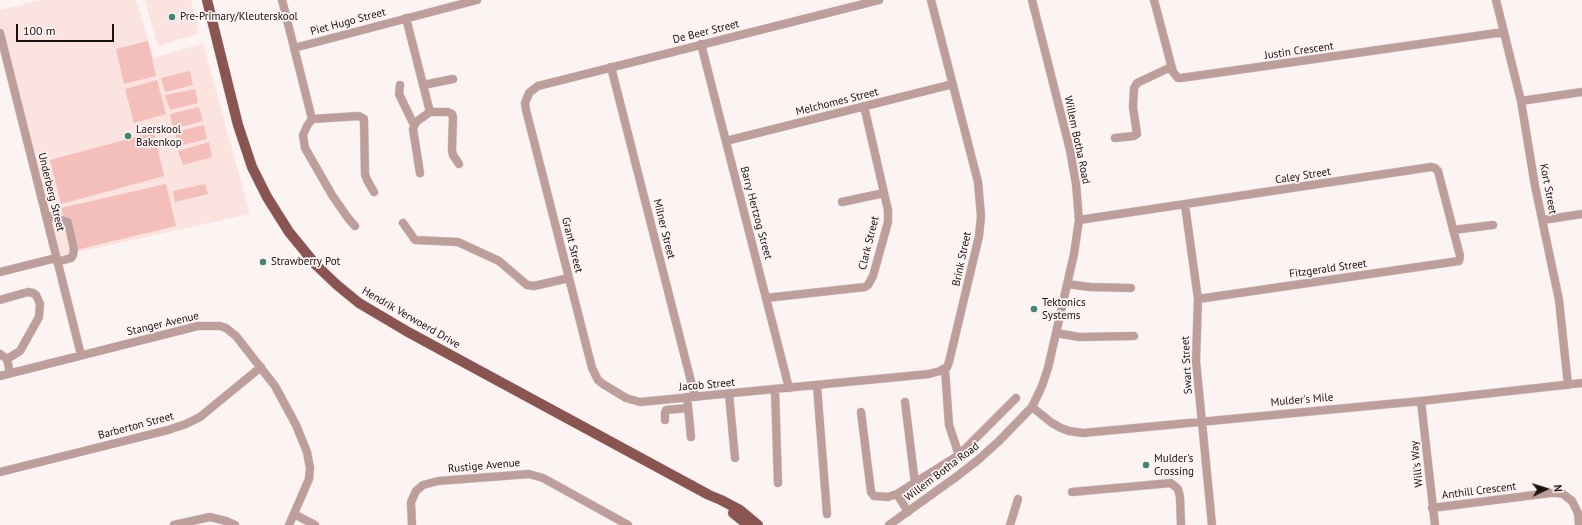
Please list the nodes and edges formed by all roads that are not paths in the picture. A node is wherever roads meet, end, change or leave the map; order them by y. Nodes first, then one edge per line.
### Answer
1 (282, 0) edge
2 (477, 0) edge
3 (879, 0) edge
4 (931, 0) edge
5 (1032, 0) edge
6 (1154, 0) edge
7 (1496, 0) edge
8 (206, 2) edge
9 (406, 18) junction
10 (1504, 32) junction
11 (0, 33) edge
12 (701, 44) junction
13 (294, 48) junction
14 (610, 67) junction
15 (1171, 67) junction
16 (453, 78) dead end
17 (953, 84) junction
18 (400, 85) dead end
19 (423, 85) junction
20 (538, 86) joint
21 (1582, 92) edge
22 (1521, 101) junction
23 (864, 106) junction
24 (430, 112) junction
25 (312, 119) junction
26 (414, 125) junction
27 (1115, 138) dead end
28 (726, 141) junction
29 (459, 164) dead end
30 (420, 173) dead end
31 (374, 192) dead end
32 (884, 193) junction
33 (842, 202) dead end
34 (1185, 205) junction
35 (1582, 214) edge
36 (46, 215) junction
37 (1079, 220) junction
38 (1542, 220) junction
39 (403, 223) dead end
40 (1492, 225) dead end
41 (355, 226) dead end
42 (1453, 230) junction
43 (57, 260) junction
44 (1460, 260) joint
45 (0, 272) edge
46 (569, 278) junction
47 (1067, 284) junction
48 (1130, 288) dead end
49 (766, 298) junction
50 (1198, 299) junction
51 (0, 300) edge
52 (1056, 333) junction
53 (1134, 336) dead end
54 (0, 354) edge
55 (81, 355) junction
56 (7, 359) junction
57 (261, 367) junction
58 (945, 369) junction
59 (10, 373) junction
60 (0, 376) edge
61 (1582, 383) edge
62 (1568, 385) junction
63 (817, 386) junction
64 (789, 388) junction
65 (774, 390) junction
66 (729, 394) junction
67 (687, 397) junction
68 (695, 397) junction
69 (626, 398) joint
70 (1016, 398) dead end
71 (1422, 401) junction
72 (905, 402) dead end
73 (1032, 407) junction
74 (688, 408) junction
75 (861, 412) dead end
76 (665, 420) dead end
77 (1202, 420) junction
78 (691, 437) dead end
79 (959, 455) junction
80 (735, 458) dead end
81 (0, 472) edge
82 (778, 483) dead end
83 (915, 483) junction
84 (1072, 492) dead end
85 (897, 494) junction
86 (709, 495) junction
87 (1018, 498) dead end
88 (1432, 508) junction
89 (908, 512) junction
90 (294, 514) junction
91 (827, 514) dead end
92 (174, 525) edge
93 (235, 525) edge
94 (289, 525) edge
95 (315, 525) edge
96 (412, 525) edge
97 (628, 525) edge
98 (748, 525) edge
99 (758, 525) edge
100 (889, 525) edge
101 (1009, 525) edge
102 (1181, 525) edge
103 (1212, 525) edge
104 (1435, 525) edge
105 (1579, 525) edge

1 - 13 street
2 - 9 street, Piet Hugo Street
3 - 12 street, De Beer Street
4 - 17 street, Brink Street
5 - 37 street, Willem Botha Road
6 - 15 street
7 - 10 street, Kort Street
8 - 86 main road, Hendrik Verwoerd Drive
9 - 13 street, Piet Hugo Street
9 - 19 street
10 - 15 street, Justin Crescent
10 - 22 street, Kort Street
11 - 36 street, Underberg Street
12 - 14 street, De Beer Street
12 - 28 street, Barry Hertzog Street
13 - 25 street
14 - 20 street, De Beer Street
14 - 68 street, Milner Street
15 - 27 street
16 - 19 street
17 - 23 street, Melchomes Street
17 - 58 street, Brink Street
18 - 26 street
19 - 24 street
20 - 46 street, Grant Street
21 - 22 street
22 - 38 street, Kort Street
23 - 28 street, Melchomes Street
23 - 32 street, Clark Street
24 - 26 street
24 - 29 street
25 - 31 street
25 - 41 street
26 - 30 street
28 - 49 street, Barry Hertzog Street
32 - 33 street
32 - 49 street, Clark Street
34 - 37 street, Caley Street
34 - 42 street, Caley Street
34 - 50 street, Swart Street
35 - 38 street
36 - 43 street, Underberg Street
36 - 43 street
37 - 47 street, Willem Botha Road
38 - 62 street, Kort Street
39 - 46 street
40 - 42 street
42 - 44 street, Caley Street
43 - 45 street
43 - 55 street, Underberg Street
44 - 50 street, Fitzgerald Street
46 - 69 street, Grant Street
47 - 48 street
47 - 52 street, Willem Botha Road
49 - 64 street, Barry Hertzog Street
50 - 77 street, Swart Street
51 - 56 street
52 - 53 street
52 - 73 street, Willem Botha Road
54 - 56 street
55 - 57 street, Stanger Avenue
55 - 59 street, Stanger Avenue
56 - 59 street
57 - 81 street, Barberton Street
57 - 90 street, Stanger Avenue
58 - 63 street
58 - 79 street
59 - 60 street, Stanger Avenue
61 - 62 street, Mulder's Mile
62 - 71 street, Mulder's Mile
63 - 64 street
63 - 91 street
64 - 65 street, Jacob Street
65 - 66 street, Jacob Street
65 - 82 street
66 - 68 street, Jacob Street
66 - 80 street
67 - 68 street, Jacob Street
67 - 69 street, Jacob Street
67 - 74 street
70 - 79 street
71 - 77 street, Mulder's Mile
71 - 88 street, Will's Way
72 - 83 street
73 - 77 street, Mulder's Mile
73 - 89 street, Willem Botha Road
74 - 76 street
74 - 78 street
75 - 85 street
77 - 103 street, Swart Street
79 - 83 street
83 - 85 street
84 - 102 street
85 - 89 street
86 - 98 main road, Hendrik Verwoerd Drive
86 - 99 main road, Hendrik Verwoerd Drive
87 - 101 street
88 - 104 street, Will's Way
88 - 105 street, Anthill Crescent
89 - 100 street, Willem Botha Road
90 - 94 street, Stanger Avenue
90 - 95 street
92 - 93 street
96 - 97 street, Rustige Avenue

▸ ABOUT THIS EXERCISE: The output is the records exactly as they read, with no pictures in it.

▸ EXERCISE RESPONSE:
Please list the nodes and edges formed by all roads that are not paths in the picture. A node is wherever roads meet, end, change or leave the map; order them by y. Nodes first, then one edge per line.
### Answer
1 (282, 0) edge
2 (477, 0) edge
3 (879, 0) edge
4 (931, 0) edge
5 (1032, 0) edge
6 (1154, 0) edge
7 (1496, 0) edge
8 (206, 2) edge
9 (406, 18) junction
10 (1504, 32) junction
11 (0, 33) edge
12 (701, 44) junction
13 (294, 48) junction
14 (610, 67) junction
15 (1171, 67) junction
16 (453, 78) dead end
17 (953, 84) junction
18 (400, 85) dead end
19 (423, 85) junction
20 (538, 86) joint
21 (1582, 92) edge
22 (1521, 101) junction
23 (864, 106) junction
24 (430, 112) junction
25 (312, 119) junction
26 (414, 125) junction
27 (1115, 138) dead end
28 (726, 141) junction
29 (459, 164) dead end
30 (420, 173) dead end
31 (374, 192) dead end
32 (884, 193) junction
33 (842, 202) dead end
34 (1185, 205) junction
35 (1582, 214) edge
36 (46, 215) junction
37 (1079, 220) junction
38 (1542, 220) junction
39 (403, 223) dead end
40 (1492, 225) dead end
41 (355, 226) dead end
42 (1453, 230) junction
43 (57, 260) junction
44 (1460, 260) joint
45 (0, 272) edge
46 (569, 278) junction
47 (1067, 284) junction
48 (1130, 288) dead end
49 (766, 298) junction
50 (1198, 299) junction
51 (0, 300) edge
52 (1056, 333) junction
53 (1134, 336) dead end
54 (0, 354) edge
55 (81, 355) junction
56 (7, 359) junction
57 (261, 367) junction
58 (945, 369) junction
59 (10, 373) junction
60 (0, 376) edge
61 (1582, 383) edge
62 (1568, 385) junction
63 (817, 386) junction
64 (789, 388) junction
65 (774, 390) junction
66 (729, 394) junction
67 (687, 397) junction
68 (695, 397) junction
69 (626, 398) joint
70 (1016, 398) dead end
71 (1422, 401) junction
72 (905, 402) dead end
73 (1032, 407) junction
74 (688, 408) junction
75 (861, 412) dead end
76 (665, 420) dead end
77 (1202, 420) junction
78 (691, 437) dead end
79 (959, 455) junction
80 (735, 458) dead end
81 (0, 472) edge
82 (778, 483) dead end
83 (915, 483) junction
84 (1072, 492) dead end
85 (897, 494) junction
86 (709, 495) junction
87 (1018, 498) dead end
88 (1432, 508) junction
89 (908, 512) junction
90 (294, 514) junction
91 (827, 514) dead end
92 (174, 525) edge
93 (235, 525) edge
94 (289, 525) edge
95 (315, 525) edge
96 (412, 525) edge
97 (628, 525) edge
98 (748, 525) edge
99 (758, 525) edge
100 (889, 525) edge
101 (1009, 525) edge
102 (1181, 525) edge
103 (1212, 525) edge
104 (1435, 525) edge
105 (1579, 525) edge

1 - 13 street
2 - 9 street, Piet Hugo Street
3 - 12 street, De Beer Street
4 - 17 street, Brink Street
5 - 37 street, Willem Botha Road
6 - 15 street
7 - 10 street, Kort Street
8 - 86 main road, Hendrik Verwoerd Drive
9 - 13 street, Piet Hugo Street
9 - 19 street
10 - 15 street, Justin Crescent
10 - 22 street, Kort Street
11 - 36 street, Underberg Street
12 - 14 street, De Beer Street
12 - 28 street, Barry Hertzog Street
13 - 25 street
14 - 20 street, De Beer Street
14 - 68 street, Milner Street
15 - 27 street
16 - 19 street
17 - 23 street, Melchomes Street
17 - 58 street, Brink Street
18 - 26 street
19 - 24 street
20 - 46 street, Grant Street
21 - 22 street
22 - 38 street, Kort Street
23 - 28 street, Melchomes Street
23 - 32 street, Clark Street
24 - 26 street
24 - 29 street
25 - 31 street
25 - 41 street
26 - 30 street
28 - 49 street, Barry Hertzog Street
32 - 33 street
32 - 49 street, Clark Street
34 - 37 street, Caley Street
34 - 42 street, Caley Street
34 - 50 street, Swart Street
35 - 38 street
36 - 43 street, Underberg Street
36 - 43 street
37 - 47 street, Willem Botha Road
38 - 62 street, Kort Street
39 - 46 street
40 - 42 street
42 - 44 street, Caley Street
43 - 45 street
43 - 55 street, Underberg Street
44 - 50 street, Fitzgerald Street
46 - 69 street, Grant Street
47 - 48 street
47 - 52 street, Willem Botha Road
49 - 64 street, Barry Hertzog Street
50 - 77 street, Swart Street
51 - 56 street
52 - 53 street
52 - 73 street, Willem Botha Road
54 - 56 street
55 - 57 street, Stanger Avenue
55 - 59 street, Stanger Avenue
56 - 59 street
57 - 81 street, Barberton Street
57 - 90 street, Stanger Avenue
58 - 63 street
58 - 79 street
59 - 60 street, Stanger Avenue
61 - 62 street, Mulder's Mile
62 - 71 street, Mulder's Mile
63 - 64 street
63 - 91 street
64 - 65 street, Jacob Street
65 - 66 street, Jacob Street
65 - 82 street
66 - 68 street, Jacob Street
66 - 80 street
67 - 68 street, Jacob Street
67 - 69 street, Jacob Street
67 - 74 street
70 - 79 street
71 - 77 street, Mulder's Mile
71 - 88 street, Will's Way
72 - 83 street
73 - 77 street, Mulder's Mile
73 - 89 street, Willem Botha Road
74 - 76 street
74 - 78 street
75 - 85 street
77 - 103 street, Swart Street
79 - 83 street
83 - 85 street
84 - 102 street
85 - 89 street
86 - 98 main road, Hendrik Verwoerd Drive
86 - 99 main road, Hendrik Verwoerd Drive
87 - 101 street
88 - 104 street, Will's Way
88 - 105 street, Anthill Crescent
89 - 100 street, Willem Botha Road
90 - 94 street, Stanger Avenue
90 - 95 street
92 - 93 street
96 - 97 street, Rustige Avenue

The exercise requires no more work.